> **Task to complete**
Check each line of the material below for the word "main". Say how many lines have it, and nothing else.

----------------------------------------

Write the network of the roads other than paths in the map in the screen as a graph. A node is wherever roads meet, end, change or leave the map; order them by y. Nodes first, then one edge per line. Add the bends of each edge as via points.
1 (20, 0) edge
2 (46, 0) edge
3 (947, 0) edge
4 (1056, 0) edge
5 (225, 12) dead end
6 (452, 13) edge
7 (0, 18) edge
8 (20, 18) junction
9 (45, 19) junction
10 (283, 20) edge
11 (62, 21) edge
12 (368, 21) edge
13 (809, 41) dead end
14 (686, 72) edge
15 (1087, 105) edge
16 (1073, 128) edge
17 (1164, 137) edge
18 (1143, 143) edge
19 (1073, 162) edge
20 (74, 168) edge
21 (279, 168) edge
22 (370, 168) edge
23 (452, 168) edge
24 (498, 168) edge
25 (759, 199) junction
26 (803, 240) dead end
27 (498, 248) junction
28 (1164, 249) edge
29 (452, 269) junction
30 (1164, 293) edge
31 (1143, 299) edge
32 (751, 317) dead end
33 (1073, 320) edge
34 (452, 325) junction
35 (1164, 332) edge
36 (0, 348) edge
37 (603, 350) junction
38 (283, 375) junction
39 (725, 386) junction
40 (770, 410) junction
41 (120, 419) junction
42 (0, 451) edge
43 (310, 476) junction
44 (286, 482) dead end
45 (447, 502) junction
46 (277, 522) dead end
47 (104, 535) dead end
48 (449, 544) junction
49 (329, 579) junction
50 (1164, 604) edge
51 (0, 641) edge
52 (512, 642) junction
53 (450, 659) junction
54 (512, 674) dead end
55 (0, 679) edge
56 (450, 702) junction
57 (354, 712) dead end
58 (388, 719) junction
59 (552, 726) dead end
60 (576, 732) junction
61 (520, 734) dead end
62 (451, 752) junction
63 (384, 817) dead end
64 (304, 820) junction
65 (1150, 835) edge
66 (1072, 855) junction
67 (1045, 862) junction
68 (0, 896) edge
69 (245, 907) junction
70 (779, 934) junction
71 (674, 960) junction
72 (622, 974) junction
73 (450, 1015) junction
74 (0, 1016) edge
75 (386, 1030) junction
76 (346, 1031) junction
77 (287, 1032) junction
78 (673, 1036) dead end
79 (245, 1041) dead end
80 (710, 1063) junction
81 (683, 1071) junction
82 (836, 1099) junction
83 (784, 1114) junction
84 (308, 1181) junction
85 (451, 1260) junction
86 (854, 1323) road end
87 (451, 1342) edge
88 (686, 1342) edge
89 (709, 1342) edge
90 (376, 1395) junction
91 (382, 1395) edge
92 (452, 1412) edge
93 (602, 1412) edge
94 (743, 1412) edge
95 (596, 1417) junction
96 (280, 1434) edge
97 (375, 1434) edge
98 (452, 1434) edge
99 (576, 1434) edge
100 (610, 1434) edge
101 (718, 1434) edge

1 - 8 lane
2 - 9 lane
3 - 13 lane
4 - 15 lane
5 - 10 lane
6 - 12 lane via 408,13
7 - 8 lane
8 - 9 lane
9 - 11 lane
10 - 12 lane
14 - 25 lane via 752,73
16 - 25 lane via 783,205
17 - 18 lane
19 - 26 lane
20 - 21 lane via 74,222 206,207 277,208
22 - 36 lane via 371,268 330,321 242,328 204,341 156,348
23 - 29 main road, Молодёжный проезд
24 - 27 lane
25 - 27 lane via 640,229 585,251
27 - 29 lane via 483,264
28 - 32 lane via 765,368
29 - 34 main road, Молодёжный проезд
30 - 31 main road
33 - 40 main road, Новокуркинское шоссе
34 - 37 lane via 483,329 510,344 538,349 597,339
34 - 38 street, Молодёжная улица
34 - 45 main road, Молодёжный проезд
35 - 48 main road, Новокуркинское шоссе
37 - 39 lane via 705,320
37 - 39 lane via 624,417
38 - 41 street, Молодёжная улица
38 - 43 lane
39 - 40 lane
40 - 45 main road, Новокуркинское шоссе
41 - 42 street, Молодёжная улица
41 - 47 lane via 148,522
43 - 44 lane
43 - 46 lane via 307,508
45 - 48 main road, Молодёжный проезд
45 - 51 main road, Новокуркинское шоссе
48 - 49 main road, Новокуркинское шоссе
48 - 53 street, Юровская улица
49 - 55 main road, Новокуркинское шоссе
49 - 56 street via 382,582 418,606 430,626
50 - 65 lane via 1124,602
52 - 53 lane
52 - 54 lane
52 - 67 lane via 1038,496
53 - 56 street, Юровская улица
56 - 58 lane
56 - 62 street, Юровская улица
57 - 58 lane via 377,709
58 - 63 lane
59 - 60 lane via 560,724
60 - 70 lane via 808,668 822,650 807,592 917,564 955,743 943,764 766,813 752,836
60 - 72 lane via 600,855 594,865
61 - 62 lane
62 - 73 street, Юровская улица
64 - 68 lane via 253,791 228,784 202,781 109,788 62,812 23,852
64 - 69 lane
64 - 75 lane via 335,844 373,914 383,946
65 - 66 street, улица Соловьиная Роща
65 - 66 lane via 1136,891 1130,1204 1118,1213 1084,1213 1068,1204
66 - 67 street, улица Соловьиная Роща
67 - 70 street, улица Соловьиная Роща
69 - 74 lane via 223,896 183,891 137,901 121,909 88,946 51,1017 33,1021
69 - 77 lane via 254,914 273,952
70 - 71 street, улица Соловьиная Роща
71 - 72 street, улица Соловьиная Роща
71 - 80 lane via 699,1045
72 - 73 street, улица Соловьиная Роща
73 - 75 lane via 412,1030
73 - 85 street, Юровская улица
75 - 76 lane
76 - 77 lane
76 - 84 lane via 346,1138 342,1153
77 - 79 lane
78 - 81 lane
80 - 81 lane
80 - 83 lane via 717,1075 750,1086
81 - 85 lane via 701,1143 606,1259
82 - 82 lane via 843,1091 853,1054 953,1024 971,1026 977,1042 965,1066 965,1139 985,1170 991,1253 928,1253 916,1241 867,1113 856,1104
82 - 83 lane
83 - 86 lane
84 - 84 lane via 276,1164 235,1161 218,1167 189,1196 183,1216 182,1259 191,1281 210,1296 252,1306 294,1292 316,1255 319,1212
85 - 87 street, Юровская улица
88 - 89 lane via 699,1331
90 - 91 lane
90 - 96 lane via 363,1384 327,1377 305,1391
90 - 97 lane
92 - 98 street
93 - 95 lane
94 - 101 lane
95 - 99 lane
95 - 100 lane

----------------------------------------

> **Task response**
11